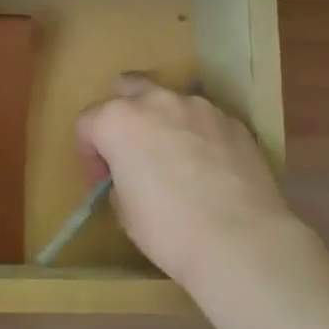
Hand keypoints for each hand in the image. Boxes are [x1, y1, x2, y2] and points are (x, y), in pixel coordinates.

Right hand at [76, 75, 308, 294]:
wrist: (241, 240)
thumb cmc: (168, 228)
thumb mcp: (124, 210)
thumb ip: (120, 179)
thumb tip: (132, 175)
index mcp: (119, 120)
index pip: (87, 123)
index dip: (89, 154)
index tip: (101, 182)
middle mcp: (157, 101)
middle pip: (128, 89)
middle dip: (123, 114)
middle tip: (131, 151)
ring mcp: (200, 107)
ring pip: (171, 102)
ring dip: (164, 123)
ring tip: (175, 159)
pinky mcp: (234, 122)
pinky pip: (205, 120)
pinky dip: (199, 135)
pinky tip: (208, 168)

########

What the exercise asks
Repeat the records above exactly, omitting every picture.

Written solution
Hand keypoints for each hand in the image. Boxes are [x1, y1, x2, y2] and points are (x, y), in pixel coordinates.

Right hand at [76, 75, 308, 294]:
wrist: (241, 240)
thumb cmc: (168, 228)
thumb mcp: (124, 210)
thumb ip: (120, 179)
thumb tip: (132, 175)
index mcp: (119, 120)
index pip: (87, 123)
index dip: (89, 154)
index tip: (101, 182)
middle mcp: (157, 101)
middle pip: (128, 89)
middle dip: (123, 114)
middle tip: (131, 151)
ring mcp: (200, 107)
ring pip: (171, 102)
ring dip: (164, 123)
ring tip: (175, 159)
pinky mcp: (234, 122)
pinky pip: (205, 120)
pinky dip: (199, 135)
pinky tip: (208, 168)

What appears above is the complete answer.